Both alternate decisions -- to plead guilty or instead to proceed to trial -- are products of the same attorney-client interaction and involve the same professional obligations of counsel. Application of the constitutional guarantee of effective assistance of counsel to the advice given a defendant to plead guilty, necessarily encompasses the counterpart of that advice: to reject a proffered plea bargain and submit the issue of guilt to the trier of fact.
Id. Here, Mr. Almonte-xxxxxxx should be given the opportunity to accept the plea bargain described by the prosecutor at sentencing because he made his decision to go to trial based on misinformation from his attorneys concerning the consequences of that decision.
The record is clear that Mr. Almonte-xxxxxxx was not informed until after trial that the government had filed a notice of prior conviction that would enhance his exposure to a minimum of 20 years if he went to trial. He testified under oath that he was first told of the enhancement papers in the cellblock on the original sentencing date (2/10 Tr. 20-21, 27) and that his lawyers "never told me twenty years" (2/10 Tr. 23). Mr. Elsten acknowledged that he had had no knowledge of the enhancement notice before trial, had not received it from Mr. George, had not checked the court file, and had never before looked at § 851 (2/10 Tr. 3, 14-16). Most telling is the contemporaneous record as to what his lawyers told Mr. Almonte-xxxxxxx about his exposure: Both trial counsel were present when Mr. Elsten put on the record that he and Ms. Perlmutter had advised Mr. Almonte-xxxxxxx that the "probable import of the Federal Sentencing Guidelines" was that he was facing "a minimum sentence of at least eighteen years" (10/18 Tr. 32). (16) No one suggested at that time that he was facing a statutory minimum of 20 years.

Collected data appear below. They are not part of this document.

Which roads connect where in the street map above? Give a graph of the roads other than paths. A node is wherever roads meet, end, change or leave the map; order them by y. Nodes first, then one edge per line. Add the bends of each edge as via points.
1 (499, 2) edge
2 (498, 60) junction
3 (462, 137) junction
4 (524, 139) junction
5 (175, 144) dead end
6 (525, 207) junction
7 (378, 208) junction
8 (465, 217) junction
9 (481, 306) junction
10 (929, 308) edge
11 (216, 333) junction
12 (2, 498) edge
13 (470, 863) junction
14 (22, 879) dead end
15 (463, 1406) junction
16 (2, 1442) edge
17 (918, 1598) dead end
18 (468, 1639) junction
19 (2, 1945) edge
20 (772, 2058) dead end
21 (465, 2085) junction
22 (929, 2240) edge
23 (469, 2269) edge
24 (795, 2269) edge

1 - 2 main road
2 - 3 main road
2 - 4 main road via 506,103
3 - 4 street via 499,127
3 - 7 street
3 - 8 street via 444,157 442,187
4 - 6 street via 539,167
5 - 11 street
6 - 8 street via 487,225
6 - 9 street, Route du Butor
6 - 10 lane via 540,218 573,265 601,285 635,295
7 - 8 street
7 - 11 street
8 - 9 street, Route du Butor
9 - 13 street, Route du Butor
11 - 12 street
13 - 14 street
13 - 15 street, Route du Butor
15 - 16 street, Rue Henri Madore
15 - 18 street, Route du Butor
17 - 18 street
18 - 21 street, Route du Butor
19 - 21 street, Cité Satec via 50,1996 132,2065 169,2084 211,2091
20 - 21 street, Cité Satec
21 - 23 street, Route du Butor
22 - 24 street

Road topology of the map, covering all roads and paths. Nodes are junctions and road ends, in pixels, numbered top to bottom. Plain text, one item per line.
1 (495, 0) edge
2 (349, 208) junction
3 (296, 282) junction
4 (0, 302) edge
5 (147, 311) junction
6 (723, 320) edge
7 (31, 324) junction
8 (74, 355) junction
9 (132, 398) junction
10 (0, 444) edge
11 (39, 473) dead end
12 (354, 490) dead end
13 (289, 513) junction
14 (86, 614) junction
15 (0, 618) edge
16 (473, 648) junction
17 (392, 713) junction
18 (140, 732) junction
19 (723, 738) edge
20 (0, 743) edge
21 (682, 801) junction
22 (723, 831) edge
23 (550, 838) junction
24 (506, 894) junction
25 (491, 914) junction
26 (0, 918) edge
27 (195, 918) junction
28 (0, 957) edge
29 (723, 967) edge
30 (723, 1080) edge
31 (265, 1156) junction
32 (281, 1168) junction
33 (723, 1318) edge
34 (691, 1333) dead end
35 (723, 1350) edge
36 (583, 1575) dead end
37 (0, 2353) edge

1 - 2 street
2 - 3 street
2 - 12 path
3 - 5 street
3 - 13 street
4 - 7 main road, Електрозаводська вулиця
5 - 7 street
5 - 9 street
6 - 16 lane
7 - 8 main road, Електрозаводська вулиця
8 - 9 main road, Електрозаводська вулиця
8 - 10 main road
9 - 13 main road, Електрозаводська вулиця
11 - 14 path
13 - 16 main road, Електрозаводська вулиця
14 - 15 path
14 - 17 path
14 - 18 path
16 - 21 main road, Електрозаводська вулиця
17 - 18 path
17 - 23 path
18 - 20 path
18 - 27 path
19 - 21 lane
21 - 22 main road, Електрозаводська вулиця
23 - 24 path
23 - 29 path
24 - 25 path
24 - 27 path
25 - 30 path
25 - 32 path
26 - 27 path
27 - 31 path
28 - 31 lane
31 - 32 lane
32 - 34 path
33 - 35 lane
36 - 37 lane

Counsel's lapse in this regard clearly satisfies the first Strickland prong. In United States v. Thompson, 27 F.3d 671, 674-75 (D.C. Cir. 1994), trial counsel failed to inform the defendant that career-offender papers had been filed that would enhance his guideline range from 110-137 months to 360 months to life. The district judge ruled that Mr. Thompson's Sixth Amendment right to the effective assistance of counsel had been violated and reduced his offense level by two points to reflect the acceptance of responsibility reduction he could have received if he had known of his true exposure and pleaded guilty. On appeal, the government conceded that Thompson had satisfied the first prong of the Strickland test. 27 F.3d at 675. Likewise here, defense counsel's error in failing to notify their client of the filing of enhancement papers "was not '"within the range of competence demanded of attorneys in criminal cases."'" Streater, 1995 WL 722563 at *4, quoting Hill, 474 U.S. at 56. See also United States v. Day, 969 F.2d 39 (3d Cir. 1992) (failure to advise defendant he would be classified as career offender if convicted at trial satisfies first Strickland prong); Alvernaz v. Ratelle, 831 F. Supp. 790, 792 (S.D. Cal. 1993) ("no doubt" that error in understating sentence consequences of
proceeding to trial "constitutes a violation under the first Strickland prong"). (17)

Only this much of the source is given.